A novel paraplegia model in awake behaving macaques

Lower limb paralysis from spinal cord injury (SCI) or neurological disease carries a poor prognosis for recovery and remains a large societal burden. Neurophysiological and neuroprosthetic research have the potential to improve quality of life for these patients; however, the lack of an ethical and sustainable non-human primate model for paraplegia hinders their advancement. Therefore, our multi-disciplinary team developed a way to induce temporary paralysis in awake behaving macaques by creating a fully implantable lumbar epidural catheter-subcutaneous port system that enables easy and reliable targeted drug delivery for sensorimotor blockade. During treadmill walking, aliquots of lidocaine were percutaneously injected into the ports of two macaques while surface EMGs recorded muscle activity from their quadriceps and gastrocnemii. Diminution of EMG amplitude, loss of voluntary leg movement, and inability to bear weight were achieved for 60-90 mins in each animal, followed by a complete recovery of function. The monkeys remained alert and cooperative during the paralysis trials and continued to take food rewards, and the ports remain functional after several months.
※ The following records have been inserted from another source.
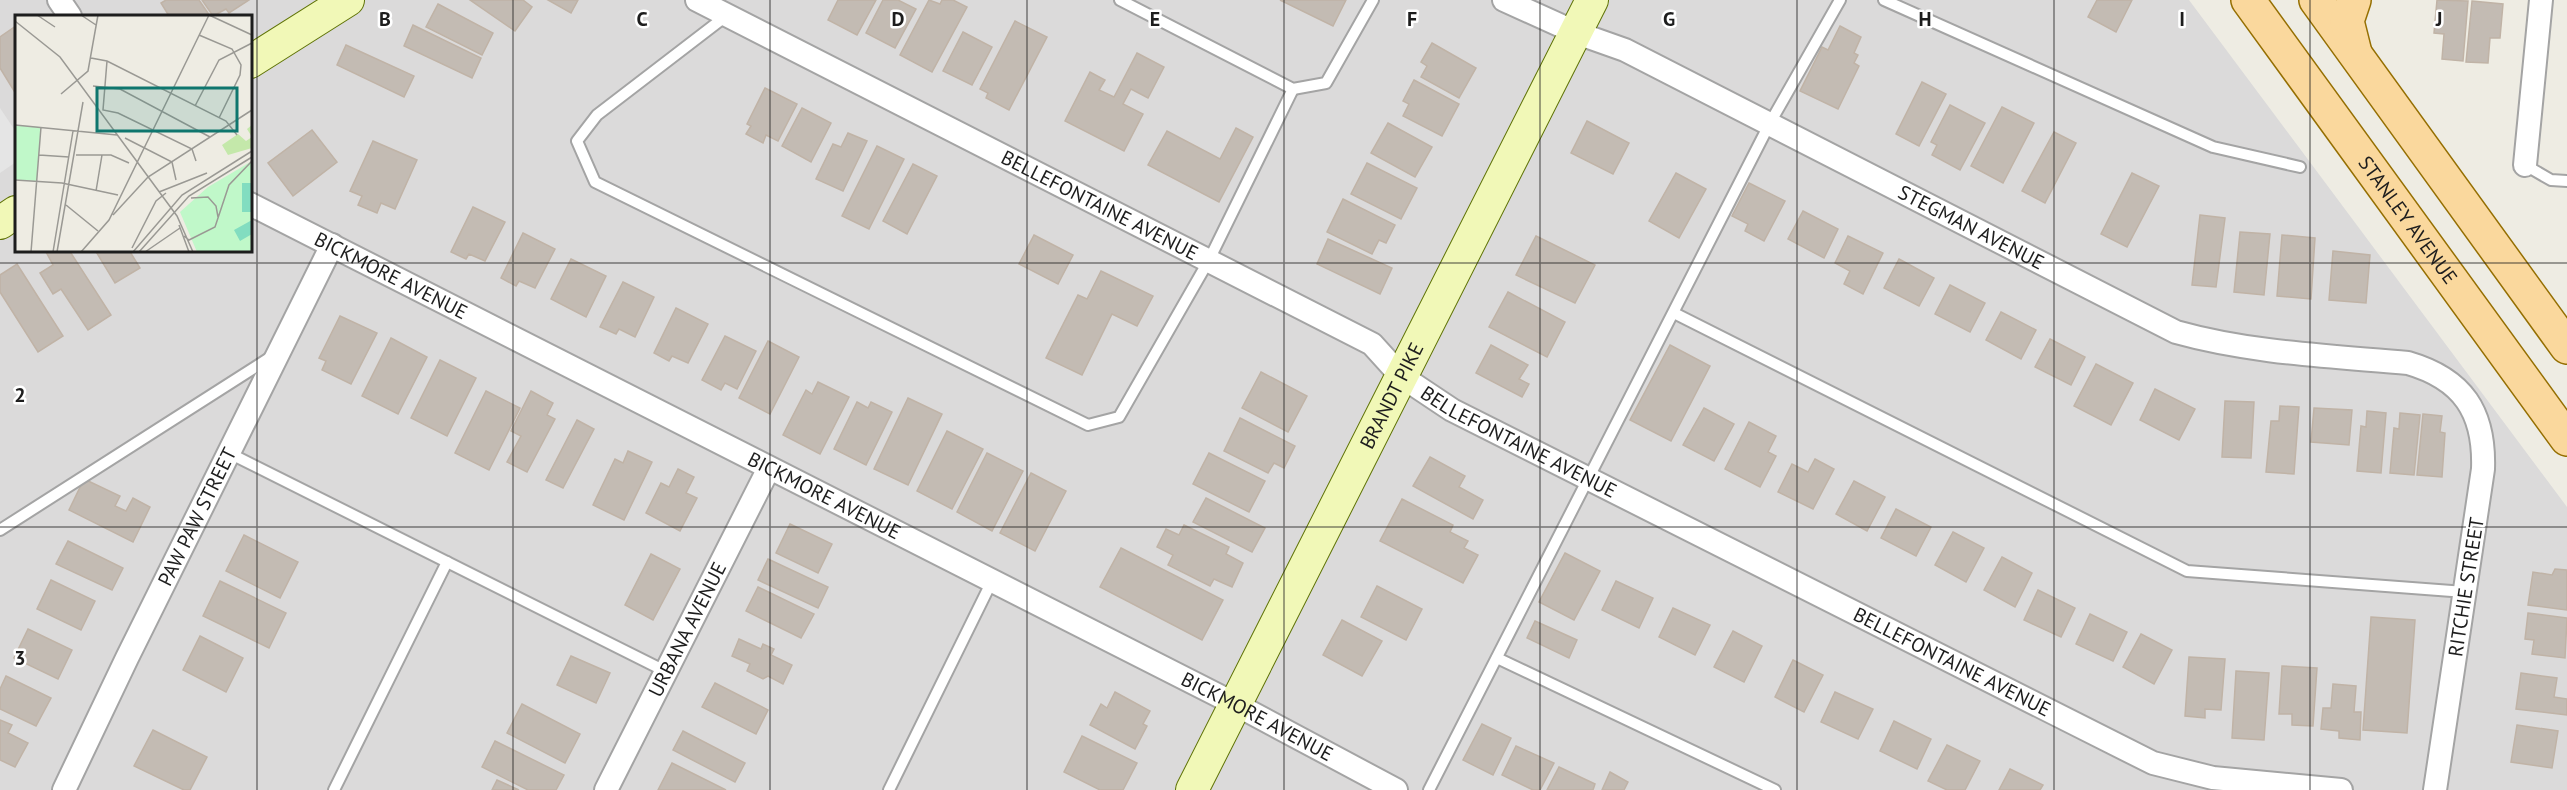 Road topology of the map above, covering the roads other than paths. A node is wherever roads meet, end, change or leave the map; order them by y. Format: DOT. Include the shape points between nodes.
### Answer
graph roads {
  1 [pos="59,0"];
  2 [pos="348,0"];
  3 [pos="1120,0"];
  4 [pos="1373,0"];
  5 [pos="1504,0"];
  6 [pos="1592,0"];
  7 [pos="1840,0"];
  8 [pos="1884,0"];
  9 [pos="2248,0"];
  10 [pos="2316,0"];
  11 [pos="2354,0"];
  12 [pos="2541,0"];
  13 [pos="710,5"];
  14 [pos="69,15"];
  15 [pos="1577,33"];
  16 [pos="2356,55"];
  17 [pos="252,61"];
  18 [pos="1293,89"];
  19 [pos="1770,123"];
  20 [pos="2525,165"];
  21 [pos="2300,167"];
  22 [pos="2567,181"];
  23 [pos="252,205"];
  24 [pos="15,213"];
  25 [pos="0,223"];
  26 [pos="332,245"];
  27 [pos="1209,260"];
  28 [pos="1674,313"];
  29 [pos="2567,347"];
  30 [pos="279,352"];
  31 [pos="1401,376"];
  32 [pos="2458,389"];
  33 [pos="2567,439"];
  34 [pos="229,453"];
  35 [pos="769,468"];
  36 [pos="1589,479"];
  37 [pos="0,530"];
  38 [pos="447,562"];
  39 [pos="992,581"];
  40 [pos="2465,592"];
  41 [pos="1497,658"];
  42 [pos="667,672"];
  43 [pos="1235,704"];
  44 [pos="64,790"];
  45 [pos="334,790"];
  46 [pos="606,790"];
  47 [pos="889,790"];
  48 [pos="1192,790"];
  49 [pos="1396,790"];
  50 [pos="1429,790"];
  51 [pos="1775,790"];
  52 [pos="2341,790"];
  53 [pos="2435,790"];
  1 -- 14 [label="street"];
  2 -- 17 [label="main road"];
  3 -- 18 [label="lane"];
  4 -- 18 [label="lane" via="1326,82"];
  5 -- 15 [label="street, STEGMAN AVENUE"];
  6 -- 15 [label="main road, BRANDT PIKE"];
  7 -- 19 [label="lane"];
  8 -- 21 [label="lane" via="2213,147"];
  9 -- 33 [label="main road, STANLEY AVENUE"];
  10 -- 16 [label="main road"];
  11 -- 16 [label="main road" via="2347,21"];
  12 -- 20 [label="street"];
  13 -- 27 [label="street, BELLEFONTAINE AVENUE"];
  13 -- 27 [label="lane" via="597,115 577,141 595,182 1088,425 1119,417"];
  15 -- 19 [label="street, STEGMAN AVENUE" via="1625,50"];
  15 -- 31 [label="main road, BRANDT PIKE"];
  16 -- 29 [label="main road"];
  18 -- 27 [label="lane"];
  19 -- 28 [label="lane"];
  19 -- 32 [label="street, STEGMAN AVENUE" via="2176,332 2214,343 2408,363 2430,370"];
  20 -- 22 [label="lane" via="2551,180"];
  23 -- 26 [label="street, BICKMORE AVENUE"];
  24 -- 25 [label="main road"];
  26 -- 30 [label="street, PAW PAW STREET"];
  26 -- 35 [label="street, BICKMORE AVENUE"];
  27 -- 31 [label="street, BELLEFONTAINE AVENUE" via="1372,344"];
  28 -- 36 [label="lane"];
  28 -- 40 [label="lane" via="2187,571"];
  30 -- 34 [label="street, PAW PAW STREET"];
  30 -- 37 [label="lane"];
  31 -- 36 [label="street, BELLEFONTAINE AVENUE" via="1452,410"];
  31 -- 43 [label="main road, BRANDT PIKE"];
  32 -- 40 [label="street, RITCHIE STREET" via="2474,410 2484,446"];
  34 -- 38 [label="lane"];
  34 -- 44 [label="street, PAW PAW STREET"];
  35 -- 39 [label="street, BICKMORE AVENUE"];
  35 -- 42 [label="street, URBANA AVENUE"];
  36 -- 41 [label="lane"];
  36 -- 52 [label="street, BELLEFONTAINE AVENUE" via="2153,763 2213,778"];
  38 -- 42 [label="lane"];
  38 -- 45 [label="lane"];
  39 -- 43 [label="street, BICKMORE AVENUE"];
  39 -- 47 [label="lane"];
  40 -- 53 [label="street, RITCHIE STREET"];
  41 -- 50 [label="lane"];
  41 -- 51 [label="lane"];
  42 -- 46 [label="street, URBANA AVENUE"];
  43 -- 48 [label="main road, BRANDT PIKE"];
  43 -- 49 [label="street, BICKMORE AVENUE"];
}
This technique will enable recording from the cortex and/or spinal cord in awake behaving non-human primates during the onset, maintenance, and resolution of paraplegia for the first time, thus opening the door to answering basic neurophysiological questions about the acute neurological response to spinal cord injury and recovery. It will also negate the need to permanently injure otherwise high-value research animals for certain experimental paradigms during the development of assistive neural interfaces for patients with lower extremity dysfunction.